In ihrem Abstract betonen die Untersucher, dass „klinisch gewonnene Proben der Goldstandard sind, doch kann die selbstständige Probennahme eine nützliche Alternative darstellen“. „Zunächst käme ein solches System wahrscheinlich für Frauen infrage, die einer Einladung zum Screening in einer Klinik nicht nachkommen oder in Ländern ohne entsprechendes Präventionsprogramm leben“, erklärte die Autorin der Studie Dr. Belinda Nedjai, Senior Research Fellow und Direktorin des Molecular Epidemiology Lab an der Queen Mary University of London, UK.

„Auf lange Sicht könnte die Selbst-Testung zum Standard bei Screening-Tests werden. Die Studie zeigt, dass Frauen den Test lieber zuhause durchführen, als dafür eine Arztpraxis aufzusuchen“, sagte sie weiter.

Test an Frauen mit auffälligem Screening-Befund

Für die Studie rekrutierte ihr Team Frauen, die aufgrund eines auffälligen Screening-Befundes und/oder eines positiven HPV-Ergebnisses bereits eine Klinik zur Kolposkopie aufgesucht hatten. Die Frauen wurden gebeten, zuhause eine Urinprobe mit einem Standardsystem und 2 selbst entnommene Vaginalsekret-Proben mit Dacron (DuPont) und FLOQswab (COPAN Diagnostics) oder HerSwab (Eve Medical) und Qvintip (Aprovix) zu gewinnen. Als geeignetste Systeme für die Vaginalsekretprobe erwiesen sich laut den Untersuchern Dacron und Qvintip.

Insgesamt lieferten 600 Frauen selbst entnommene Vaginalsekret-Proben und 503 Urinproben ab. Diese Proben wurden dann von den Untersuchern mit dem sogenannten S5-Test ausgewertet. Der Test misst die DNA-Methylierung der 4 HPV-Typen HPV16, HPV18, HPV31 und HPV33 und analysiert außerdem epigenetische Veränderungen in dem menschlichen Gen EPB41L3. Auf Basis der Ergebnisse wird anschließend ein Risiko-Wert berechnet.

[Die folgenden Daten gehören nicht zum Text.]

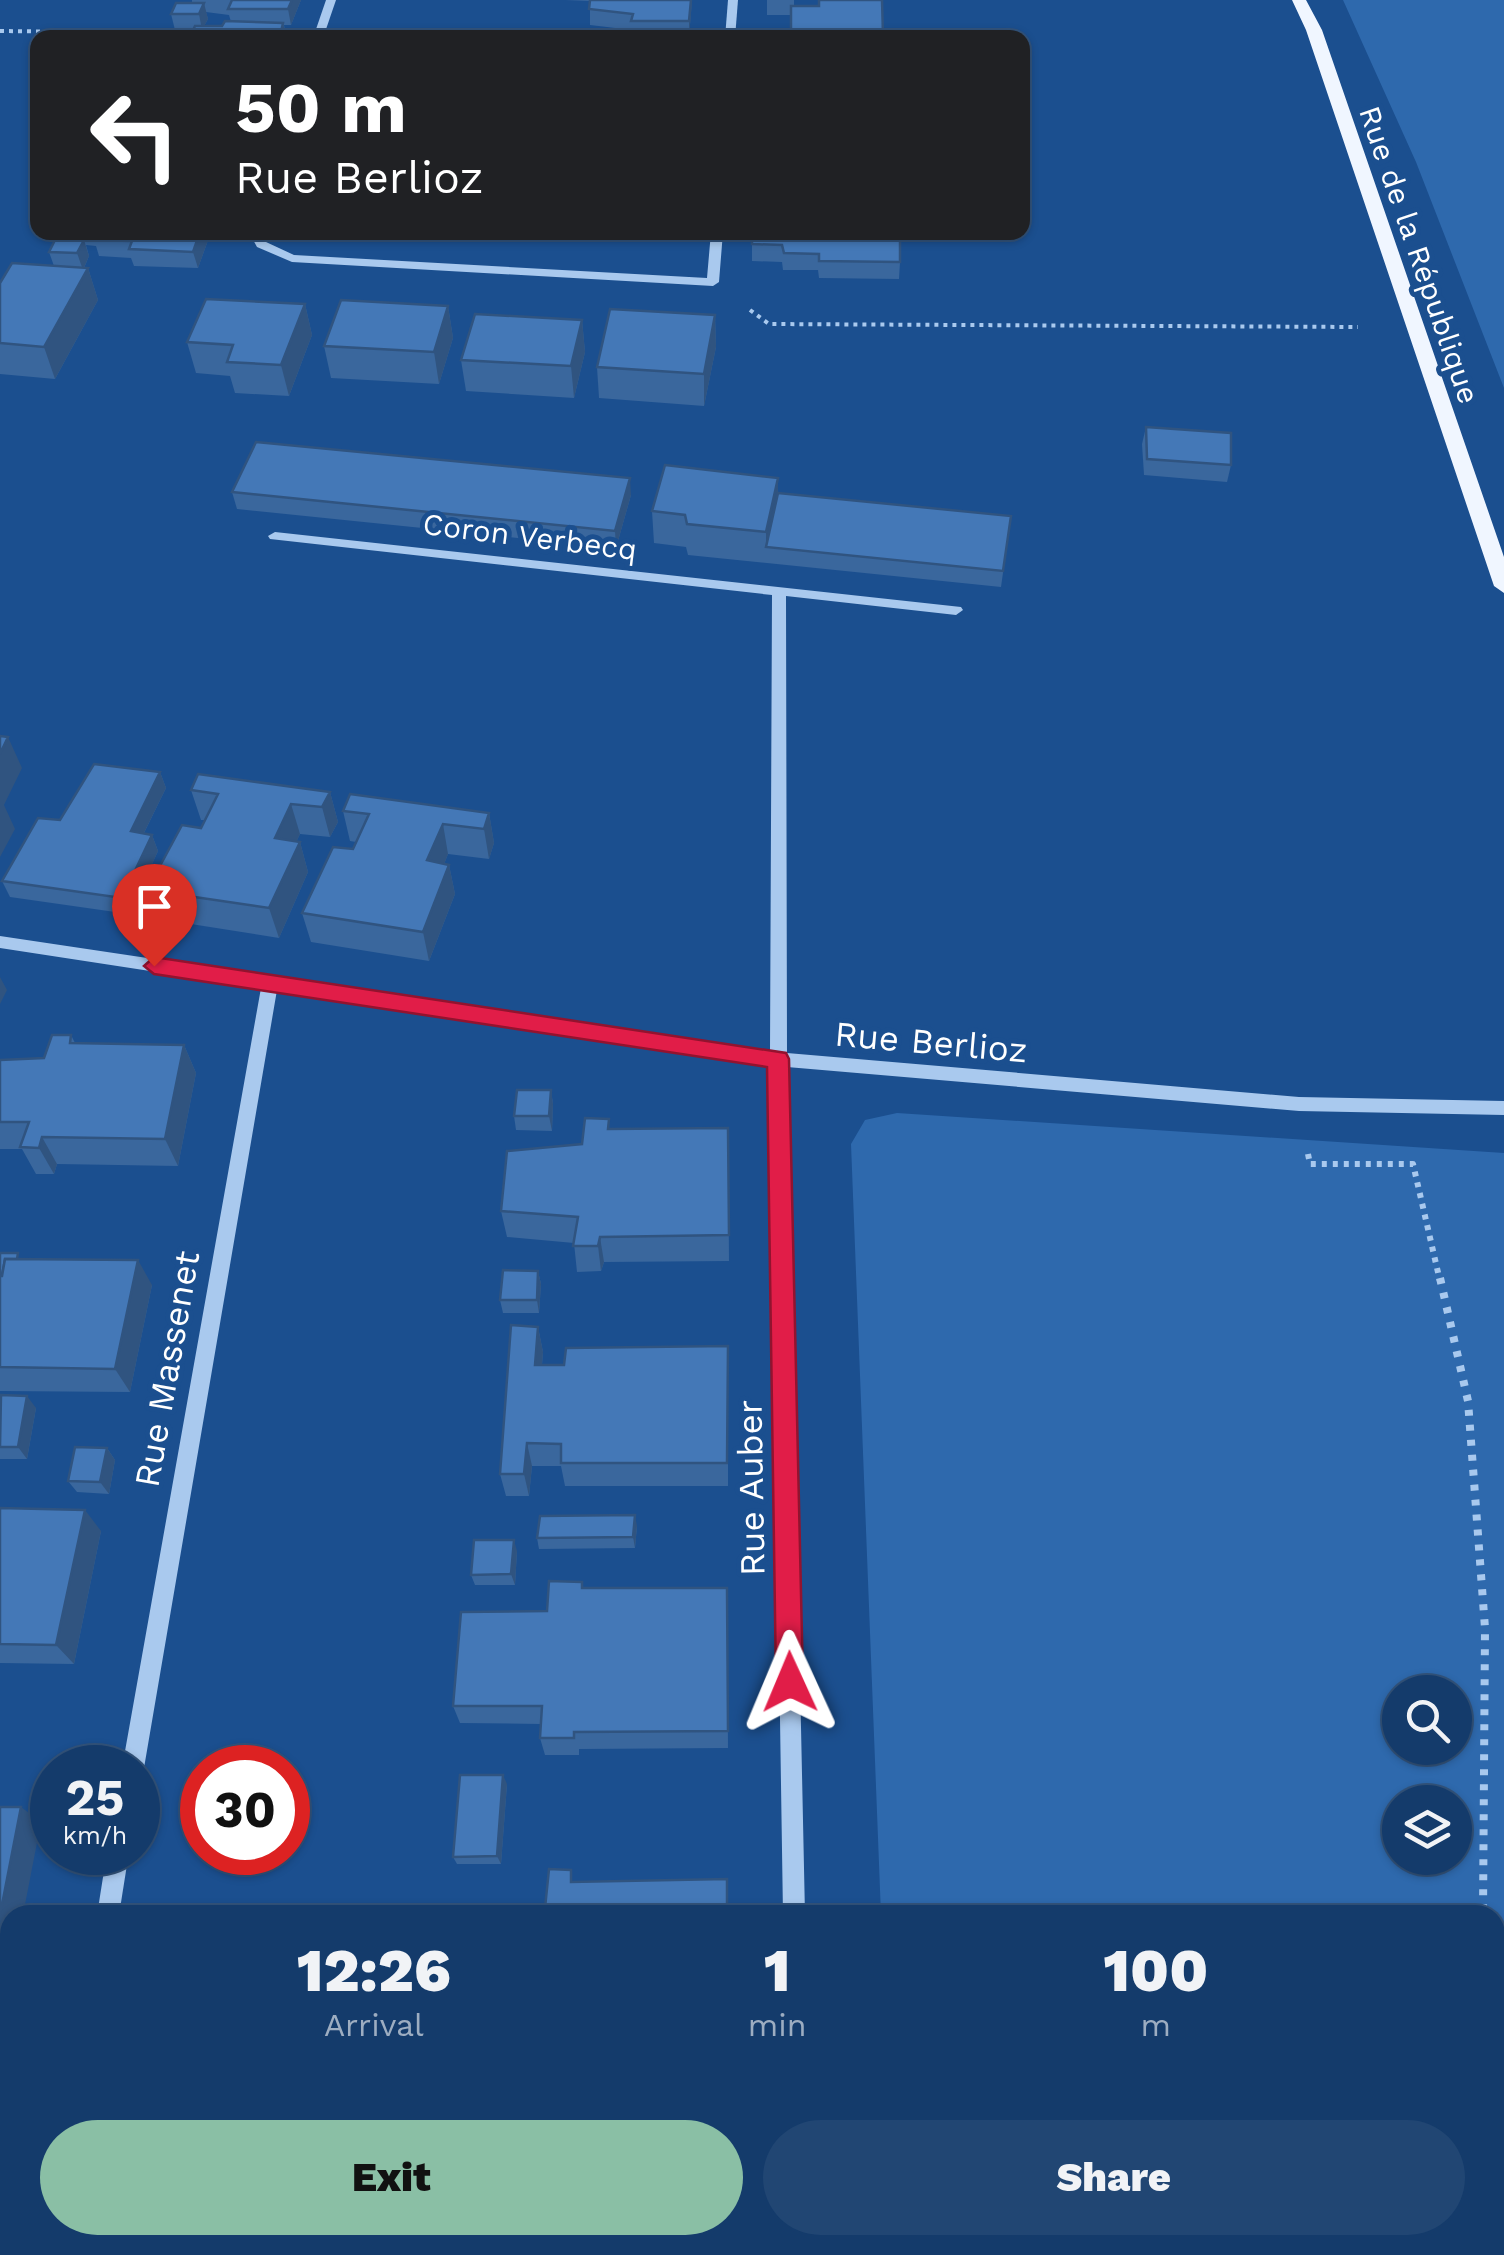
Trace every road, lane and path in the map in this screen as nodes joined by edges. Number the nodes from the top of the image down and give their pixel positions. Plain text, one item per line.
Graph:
1 (331, 0) edge
2 (733, 0) edge
3 (1298, 0) edge
4 (321, 30) edge
5 (731, 30) edge
6 (0, 31) edge
7 (30, 31) edge
8 (259, 240) edge
9 (716, 240) edge
10 (713, 282) junction
11 (1413, 328) junction
12 (275, 536) dead end
13 (1504, 586) edge
14 (779, 594) junction
15 (956, 610) dead end
16 (0, 942) edge
17 (270, 983) junction
18 (778, 1059) junction
19 (1299, 1104) junction
20 (1504, 1108) edge
21 (137, 1745) edge
22 (114, 1875) edge
23 (110, 1905) edge
24 (794, 1905) edge
25 (1484, 1905) edge

1 - 4 street
2 - 5 street
3 - 11 main road, Rue de la République
6 - 7 path
8 - 10 street
9 - 10 street
10 - 11 path
11 - 13 main road, Rue de la République
12 - 14 street, Coron Verbecq
14 - 15 street, Coron Verbecq
14 - 18 street
16 - 17 street, Rue Berlioz
17 - 18 street, Rue Berlioz
17 - 21 street, Rue Massenet
18 - 19 street, Rue Berlioz
18 - 24 street, Rue Auber
19 - 20 street, Rue Berlioz
19 - 25 path
22 - 23 street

Zum Vergleich wurden alle Proben auch mit dem BD Onclarity HPV Assay (Becton, Dickinson und Co) untersucht.

Test funktionierte zuverlässig

„Wir fanden heraus, dass der S5-Test mit oder ohne HPV-Test sowohl mit Urin- als auch mit Vaginalsekret-Proben gut funktioniert“, sagte Nedjai. „Der Test unterschied verlässlich zwischen Frauen ohne präkanzeröse Läsionen und Frauen mit einem CIN3 oder höheren Läsionen.“

„Wir werteten zwei verschiedene Möglichkeiten der S5-Anwendung aus“, fuhr sie fort. „Zunächst haben wir S5 als Sekundärtest bei HPV-positiven Frauen getestet, um die Zahl der Frauen, die zur Kolposkopie überstellt wurden, zu begrenzen. Bei den Urinproben identifizierte der S5-Test Frauen mit Präkanzerosen besser als das HPV16 oder -18. So wurden 96% der tatsächlich positiven CIN3+-Befunde mit S5 identifiziert gegenüber 73% der positiven HPV-16 oder -18 Ergebnisse.“

 
Der Test unterschied verlässlich zwischen Frauen ohne präkanzeröse Läsionen und Frauen mit einem CIN3 oder höheren Läsionen. Dr. Belinda Nedjai
 

„Dann haben wir S5 als eigenständigen Test evaluiert, ohne zuvor HPV-Tests durchzuführen. Wir haben die Risikogrenzen angepasst, um mindestens 85% richtig positive Fälle zu identifizieren. Dabei wurden sowohl der Urin als auch die selbst entnommenen Vaginalsekretproben analysiert“, sagte sie.

„Wir arbeiten derzeit an neuen Markern, um die Genauigkeit des S5-Tests noch weiter zu erhöhen und halten den Ansatz für vielversprechend“, schloss Nadjai.

Dieser Artikel wurde von Markus Vieten aus www.medscape.com übersetzt und adaptiert.